What is needed> Copy every record that appears below, exactly as it stands.

Exercise data>
- Opening Delimiter -

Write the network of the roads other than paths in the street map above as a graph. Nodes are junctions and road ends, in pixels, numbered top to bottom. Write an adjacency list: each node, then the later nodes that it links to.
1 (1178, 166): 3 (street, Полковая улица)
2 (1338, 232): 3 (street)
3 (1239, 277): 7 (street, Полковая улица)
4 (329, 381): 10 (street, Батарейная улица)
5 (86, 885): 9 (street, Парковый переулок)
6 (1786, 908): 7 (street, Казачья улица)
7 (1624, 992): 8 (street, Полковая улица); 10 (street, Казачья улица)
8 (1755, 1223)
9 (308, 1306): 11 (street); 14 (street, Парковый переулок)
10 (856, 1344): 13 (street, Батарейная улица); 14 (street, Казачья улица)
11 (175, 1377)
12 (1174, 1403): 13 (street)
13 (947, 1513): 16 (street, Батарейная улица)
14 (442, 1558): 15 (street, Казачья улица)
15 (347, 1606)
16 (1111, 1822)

- Closing Delimiter -

Completed exercise>
Write the network of the roads other than paths in the street map above as a graph. Nodes are junctions and road ends, in pixels, numbered top to bottom. Write an adjacency list: each node, then the later nodes that it links to.
1 (1178, 166): 3 (street, Полковая улица)
2 (1338, 232): 3 (street)
3 (1239, 277): 7 (street, Полковая улица)
4 (329, 381): 10 (street, Батарейная улица)
5 (86, 885): 9 (street, Парковый переулок)
6 (1786, 908): 7 (street, Казачья улица)
7 (1624, 992): 8 (street, Полковая улица); 10 (street, Казачья улица)
8 (1755, 1223)
9 (308, 1306): 11 (street); 14 (street, Парковый переулок)
10 (856, 1344): 13 (street, Батарейная улица); 14 (street, Казачья улица)
11 (175, 1377)
12 (1174, 1403): 13 (street)
13 (947, 1513): 16 (street, Батарейная улица)
14 (442, 1558): 15 (street, Казачья улица)
15 (347, 1606)
16 (1111, 1822)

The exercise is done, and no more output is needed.